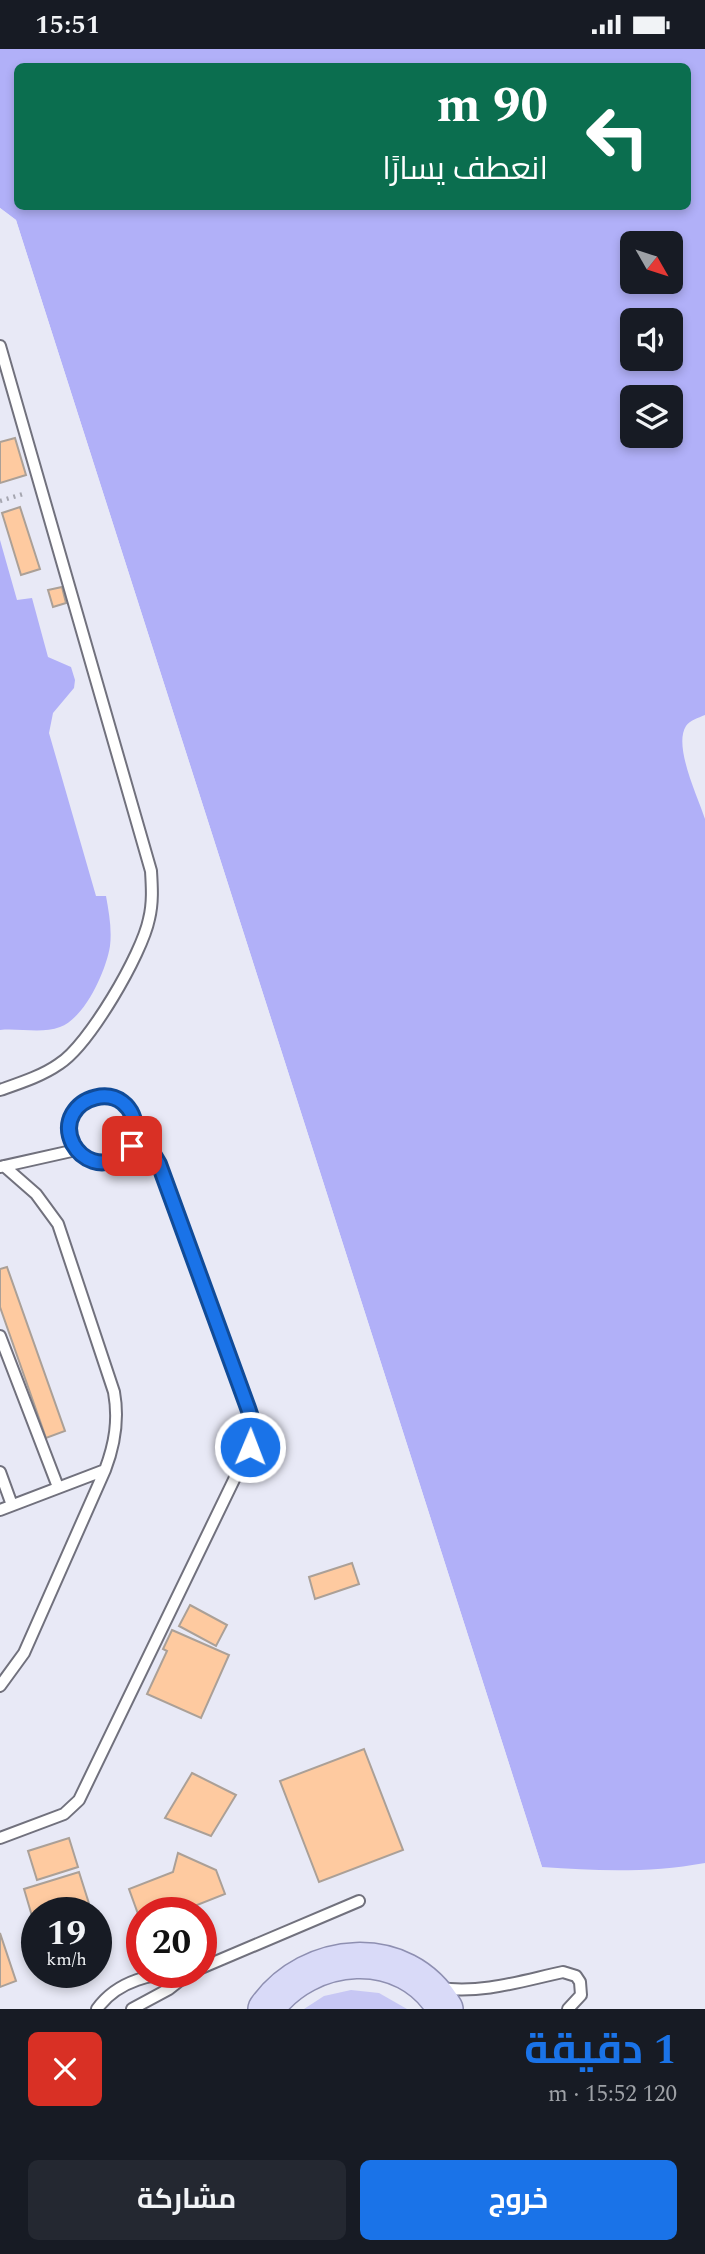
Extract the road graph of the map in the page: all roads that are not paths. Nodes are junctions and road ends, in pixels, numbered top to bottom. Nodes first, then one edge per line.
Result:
1 (0, 346) edge
2 (0, 1090) edge
3 (136, 1135) junction
4 (76, 1150) junction
5 (2, 1167) edge
6 (0, 1336) edge
7 (105, 1470) junction
8 (0, 1472) edge
9 (58, 1487) junction
10 (12, 1505) junction
11 (0, 1510) edge
12 (0, 1686) edge
13 (0, 1838) edge
14 (359, 1901) dead end
15 (217, 1961) edge
16 (126, 1985) edge
17 (170, 1988) edge
18 (436, 1997) edge
19 (97, 2009) edge
20 (132, 2009) edge
21 (266, 2009) edge
22 (568, 2009) edge

1 - 2 lane
3 - 4 lane
3 - 4 lane
3 - 13 lane
4 - 5 lane
5 - 7 lane
6 - 9 lane
7 - 9 lane
7 - 12 lane
8 - 10 lane
9 - 10 lane
10 - 11 lane
14 - 15 lane
16 - 19 lane
17 - 20 lane
18 - 21 main road
18 - 22 lane

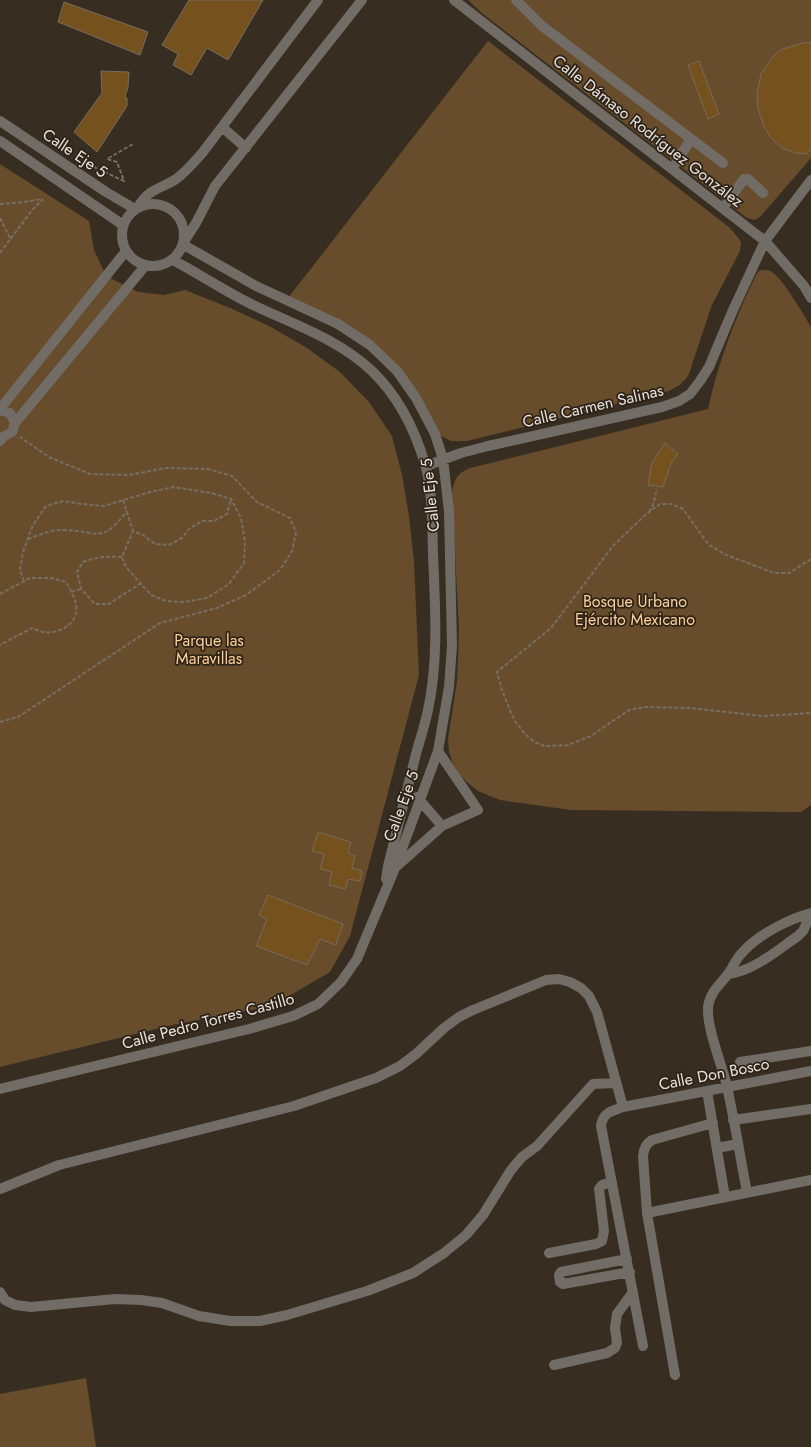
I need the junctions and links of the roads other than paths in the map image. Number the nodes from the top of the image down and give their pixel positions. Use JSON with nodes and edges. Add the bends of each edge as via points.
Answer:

----------

-- WHAT THIS TASK INVOLVES --
Could you write out every record exactly, leaving the pictures out?

-- SOLUTION --
Extract the road graph of the map in the page: all roads that are not paths. Nodes are junctions and road ends, in pixels, numbered top to bottom. Nodes first, then one edge per line.
Result:
1 (0, 346) edge
2 (0, 1090) edge
3 (136, 1135) junction
4 (76, 1150) junction
5 (2, 1167) edge
6 (0, 1336) edge
7 (105, 1470) junction
8 (0, 1472) edge
9 (58, 1487) junction
10 (12, 1505) junction
11 (0, 1510) edge
12 (0, 1686) edge
13 (0, 1838) edge
14 (359, 1901) dead end
15 (217, 1961) edge
16 (126, 1985) edge
17 (170, 1988) edge
18 (436, 1997) edge
19 (97, 2009) edge
20 (132, 2009) edge
21 (266, 2009) edge
22 (568, 2009) edge

1 - 2 lane
3 - 4 lane
3 - 4 lane
3 - 13 lane
4 - 5 lane
5 - 7 lane
6 - 9 lane
7 - 9 lane
7 - 12 lane
8 - 10 lane
9 - 10 lane
10 - 11 lane
14 - 15 lane
16 - 19 lane
17 - 20 lane
18 - 21 main road
18 - 22 lane

I need the junctions and links of the roads other than paths in the map image. Number the nodes from the top of the image down and give their pixel positions. Use JSON with nodes and edges. Add the bends of each edge as via points.
Answer:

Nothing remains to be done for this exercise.